→ **Problem**:
Please retype the records below exactly as they appear, leaving out every picture.

→ **Data under study**:
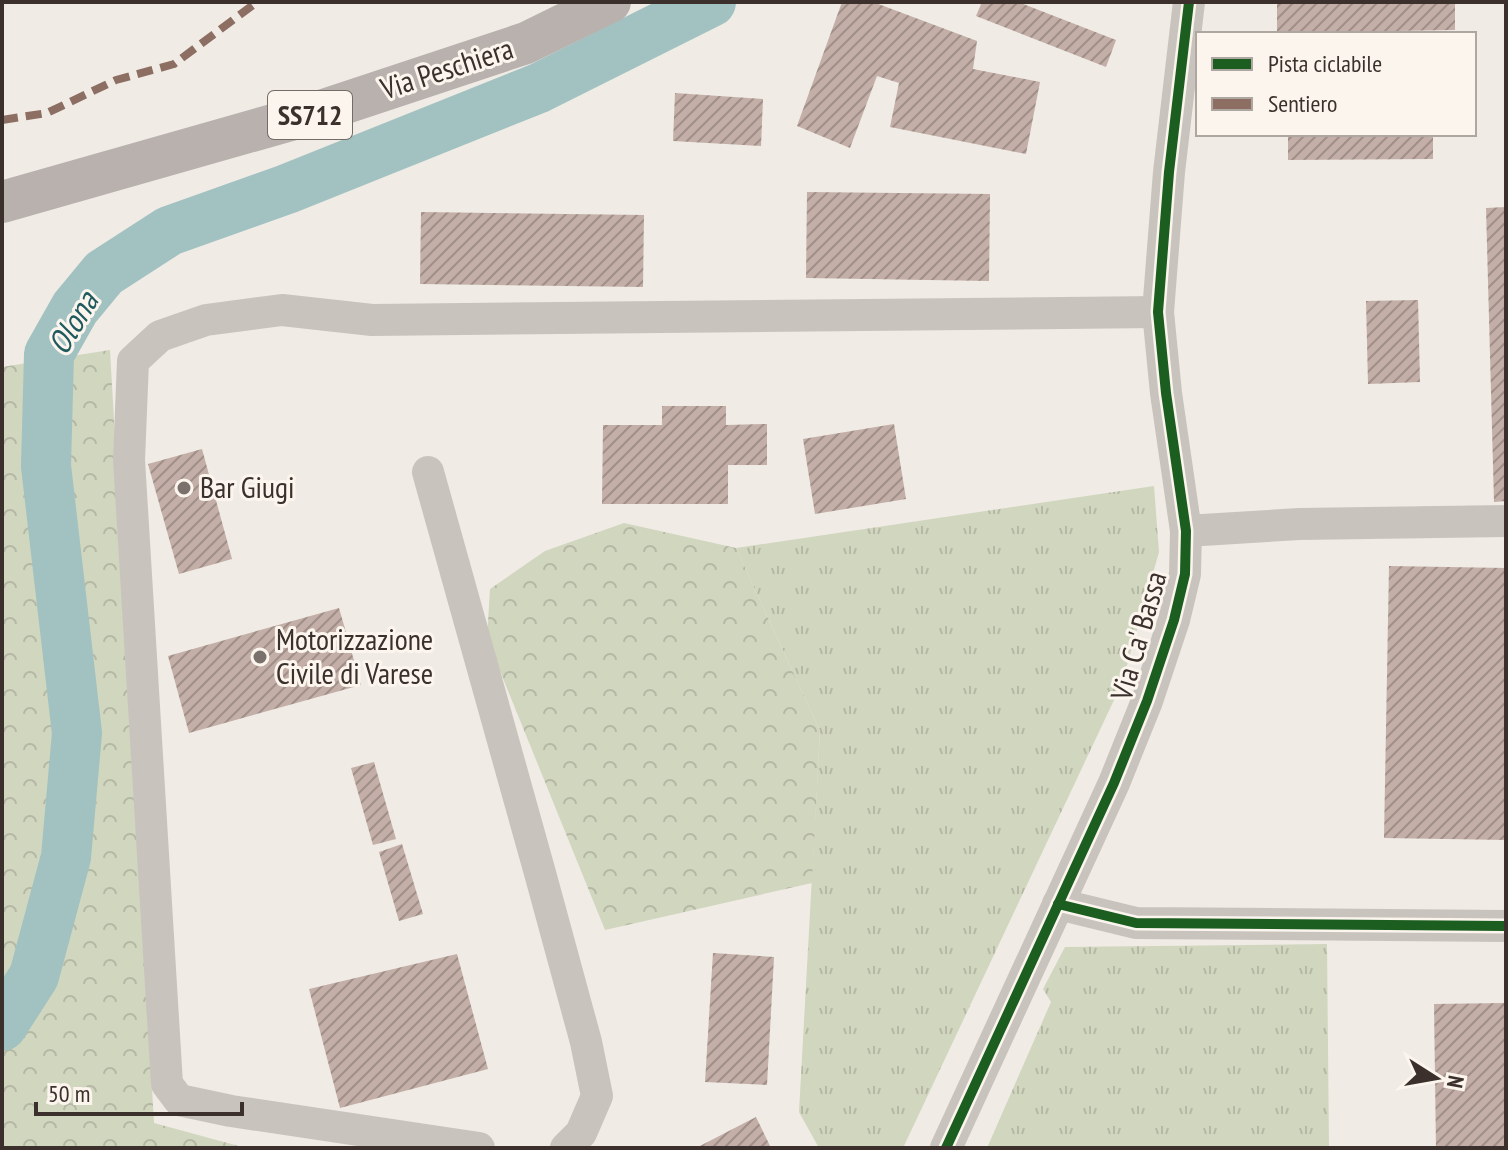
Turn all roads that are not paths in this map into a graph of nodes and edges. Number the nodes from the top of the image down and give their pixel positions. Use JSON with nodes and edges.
{"nodes":[{"id":1,"x":610,"y":2,"type":"edge"},
{"id":2,"x":1189,"y":2,"type":"edge"},
{"id":3,"x":2,"y":202,"type":"edge"},
{"id":4,"x":1158,"y":312,"type":"junction"},
{"id":5,"x":428,"y":472,"type":"dead end"},
{"id":6,"x":1506,"y":521,"type":"edge"},
{"id":7,"x":1186,"y":531,"type":"junction"},
{"id":8,"x":1058,"y":904,"type":"junction"},
{"id":9,"x":1506,"y":926,"type":"edge"},
{"id":10,"x":479,"y":1148,"type":"edge"},
{"id":11,"x":566,"y":1148,"type":"edge"},
{"id":12,"x":946,"y":1148,"type":"edge"}],
"edges":[{"from":1,"to":3,"type":"main road","name":"Via Peschiera","number":"SS712"},
{"from":2,"to":4,"type":"street","name":"Via Ca' Bassa"},
{"from":4,"to":7,"type":"street","name":"Via Ca' Bassa"},
{"from":4,"to":10,"type":"street"},
{"from":5,"to":11,"type":"street"},
{"from":6,"to":7,"type":"street"},
{"from":7,"to":8,"type":"street","name":"Via Ca' Bassa"},
{"from":8,"to":9,"type":"street"},
{"from":8,"to":12,"type":"street","name":"Via Ca' Bassa"}]}
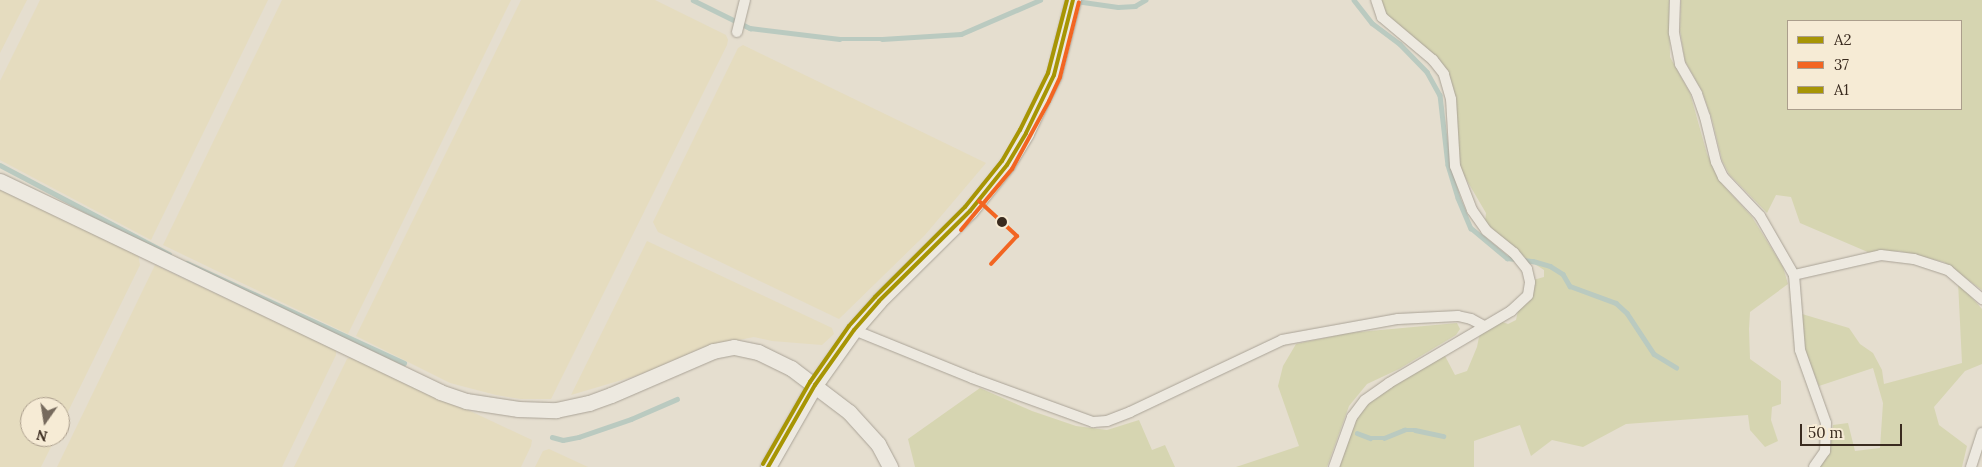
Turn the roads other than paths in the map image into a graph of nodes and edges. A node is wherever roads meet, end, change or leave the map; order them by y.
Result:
1 (745, 0) edge
2 (1376, 0) edge
3 (1675, 0) edge
4 (1072, 5) edge
5 (739, 25) dead end
6 (0, 181) edge
7 (1794, 275) junction
8 (1982, 299) edge
9 (1484, 326) junction
10 (854, 330) junction
11 (816, 385) junction
12 (1982, 433) edge
13 (768, 467) edge
14 (890, 467) edge
15 (1334, 467) edge
16 (1814, 467) edge
17 (1971, 467) edge

1 - 5 street
2 - 9 street
3 - 7 street
4 - 10 street
6 - 11 street
7 - 8 street
7 - 16 street
9 - 10 street
9 - 15 street
10 - 11 street
11 - 13 street
11 - 14 street
12 - 17 street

→ **Problem solution**:
Turn all roads that are not paths in this map into a graph of nodes and edges. Number the nodes from the top of the image down and give their pixel positions. Use JSON with nodes and edges.
{"nodes":[{"id":1,"x":610,"y":2,"type":"edge"},
{"id":2,"x":1189,"y":2,"type":"edge"},
{"id":3,"x":2,"y":202,"type":"edge"},
{"id":4,"x":1158,"y":312,"type":"junction"},
{"id":5,"x":428,"y":472,"type":"dead end"},
{"id":6,"x":1506,"y":521,"type":"edge"},
{"id":7,"x":1186,"y":531,"type":"junction"},
{"id":8,"x":1058,"y":904,"type":"junction"},
{"id":9,"x":1506,"y":926,"type":"edge"},
{"id":10,"x":479,"y":1148,"type":"edge"},
{"id":11,"x":566,"y":1148,"type":"edge"},
{"id":12,"x":946,"y":1148,"type":"edge"}],
"edges":[{"from":1,"to":3,"type":"main road","name":"Via Peschiera","number":"SS712"},
{"from":2,"to":4,"type":"street","name":"Via Ca' Bassa"},
{"from":4,"to":7,"type":"street","name":"Via Ca' Bassa"},
{"from":4,"to":10,"type":"street"},
{"from":5,"to":11,"type":"street"},
{"from":6,"to":7,"type":"street"},
{"from":7,"to":8,"type":"street","name":"Via Ca' Bassa"},
{"from":8,"to":9,"type":"street"},
{"from":8,"to":12,"type":"street","name":"Via Ca' Bassa"}]}
Turn the roads other than paths in the map image into a graph of nodes and edges. A node is wherever roads meet, end, change or leave the map; order them by y.
Result:
1 (745, 0) edge
2 (1376, 0) edge
3 (1675, 0) edge
4 (1072, 5) edge
5 (739, 25) dead end
6 (0, 181) edge
7 (1794, 275) junction
8 (1982, 299) edge
9 (1484, 326) junction
10 (854, 330) junction
11 (816, 385) junction
12 (1982, 433) edge
13 (768, 467) edge
14 (890, 467) edge
15 (1334, 467) edge
16 (1814, 467) edge
17 (1971, 467) edge

1 - 5 street
2 - 9 street
3 - 7 street
4 - 10 street
6 - 11 street
7 - 8 street
7 - 16 street
9 - 10 street
9 - 15 street
10 - 11 street
11 - 13 street
11 - 14 street
12 - 17 street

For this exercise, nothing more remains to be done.